Non buttava via nulla e, se sentiva un amico desideroso di disfarsi di un oggetto qualsiasi, si faceva subito avanti per chiedergli di donarlo a lui, piuttosto che decretarne la fine nei pressi di una discarica.
Pensava sempre che, in futuro, quelle cose, sarebbero potute tornare utili e, per tale ragione, continuava ad accumulare con morboso attaccamento.
Che tipo strano, direte voi, che tipo strano, direi anch’io ma poi, riflettendo, potremmo renderci conto che un po’ disposofobici lo siamo tutti.
Mia madre conserva ancora tutti gli abiti di mio padre, anche se ci ha lasciati da molti anni, come se regalandoli facesse un torto a suo marito oppure, chi lo sa, semplicemente, come sosteneva Erich Fromm, tratteniamo possedimenti perché noi sappiamo chi siamo riconoscendoci in ciò che abbiamo:
Se io sono quello che ho, e perdo quello che possiedo, allora, io, chi sono?

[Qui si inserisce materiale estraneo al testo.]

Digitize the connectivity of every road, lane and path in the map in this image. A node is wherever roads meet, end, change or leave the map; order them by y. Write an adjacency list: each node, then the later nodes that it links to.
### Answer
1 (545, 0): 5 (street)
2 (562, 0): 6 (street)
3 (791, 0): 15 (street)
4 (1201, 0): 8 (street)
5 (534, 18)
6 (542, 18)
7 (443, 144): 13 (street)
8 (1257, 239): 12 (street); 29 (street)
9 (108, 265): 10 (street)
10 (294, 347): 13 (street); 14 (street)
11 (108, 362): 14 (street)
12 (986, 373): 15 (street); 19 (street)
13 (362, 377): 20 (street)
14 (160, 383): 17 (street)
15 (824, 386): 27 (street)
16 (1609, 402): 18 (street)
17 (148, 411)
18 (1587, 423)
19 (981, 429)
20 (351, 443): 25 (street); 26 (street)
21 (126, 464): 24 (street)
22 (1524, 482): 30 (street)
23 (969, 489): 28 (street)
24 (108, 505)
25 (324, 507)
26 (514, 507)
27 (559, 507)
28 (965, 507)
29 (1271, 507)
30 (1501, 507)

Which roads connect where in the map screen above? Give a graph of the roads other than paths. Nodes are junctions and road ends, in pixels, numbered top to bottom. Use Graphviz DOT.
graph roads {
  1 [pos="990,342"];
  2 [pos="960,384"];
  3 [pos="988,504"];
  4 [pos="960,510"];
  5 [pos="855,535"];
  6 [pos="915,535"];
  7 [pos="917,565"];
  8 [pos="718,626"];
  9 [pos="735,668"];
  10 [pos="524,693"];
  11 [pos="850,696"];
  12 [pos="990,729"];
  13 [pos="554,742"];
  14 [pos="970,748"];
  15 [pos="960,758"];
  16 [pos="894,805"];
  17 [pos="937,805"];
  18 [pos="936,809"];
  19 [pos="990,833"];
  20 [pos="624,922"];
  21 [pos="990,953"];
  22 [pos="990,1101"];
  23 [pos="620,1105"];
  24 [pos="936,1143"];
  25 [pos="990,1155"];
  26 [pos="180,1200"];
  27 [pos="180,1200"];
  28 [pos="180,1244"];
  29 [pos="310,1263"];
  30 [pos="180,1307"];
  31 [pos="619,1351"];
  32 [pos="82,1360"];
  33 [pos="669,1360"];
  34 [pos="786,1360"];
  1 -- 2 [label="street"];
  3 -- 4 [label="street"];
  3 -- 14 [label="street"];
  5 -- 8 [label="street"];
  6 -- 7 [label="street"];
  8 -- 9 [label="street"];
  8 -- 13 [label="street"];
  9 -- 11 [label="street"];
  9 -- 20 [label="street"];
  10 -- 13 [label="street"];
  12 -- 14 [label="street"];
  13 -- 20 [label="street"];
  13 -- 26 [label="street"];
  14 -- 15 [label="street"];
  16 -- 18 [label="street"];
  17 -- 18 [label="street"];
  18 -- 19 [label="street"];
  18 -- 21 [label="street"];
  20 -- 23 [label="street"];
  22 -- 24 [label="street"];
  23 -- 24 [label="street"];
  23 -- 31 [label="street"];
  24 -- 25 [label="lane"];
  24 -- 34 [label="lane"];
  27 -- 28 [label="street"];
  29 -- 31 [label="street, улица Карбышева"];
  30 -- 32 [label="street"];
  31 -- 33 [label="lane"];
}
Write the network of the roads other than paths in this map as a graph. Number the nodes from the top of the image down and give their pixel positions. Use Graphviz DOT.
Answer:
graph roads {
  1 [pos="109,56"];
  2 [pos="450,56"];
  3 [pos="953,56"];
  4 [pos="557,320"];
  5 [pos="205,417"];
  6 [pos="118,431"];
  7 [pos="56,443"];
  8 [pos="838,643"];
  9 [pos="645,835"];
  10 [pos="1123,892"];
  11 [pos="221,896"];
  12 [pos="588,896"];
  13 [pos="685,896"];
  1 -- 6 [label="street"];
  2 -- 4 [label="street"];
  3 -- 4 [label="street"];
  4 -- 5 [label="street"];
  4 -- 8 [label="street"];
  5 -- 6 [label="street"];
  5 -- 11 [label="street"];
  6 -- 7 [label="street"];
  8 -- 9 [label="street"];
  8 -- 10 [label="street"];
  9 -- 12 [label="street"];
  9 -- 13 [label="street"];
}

Voler possedere, perciò, non è sempre un segno di ostentazione, bensì anche un modo come un altro per incontrare noi stessi.
Ho scattato migliaia di foto in tanti anni durante i miei viaggi intorno all’Asia, e le conservo tutte sul PC, con tanto di duplicati su un hard-disk, non è forse anche questa una, seppur lieve, disposofobia?
E cosa dire poi delle opinioni personali?
Da quelle politiche a quelle religiose, da quelle sul tifo di qualunque sport a quelle sulla moda e sull’estetica, sull’arte, sulla cultura in generale, quanti ci sono morbosamente attaccati al punto tale che diventano estremamente aggressivi se vengono messe in dubbio?
Si ribellano, si ostinano, si arroccano sulla difensiva, pur di non voler perdere l’idea che si sono fatti del mondo, della politica, della religione, dei gusti personali.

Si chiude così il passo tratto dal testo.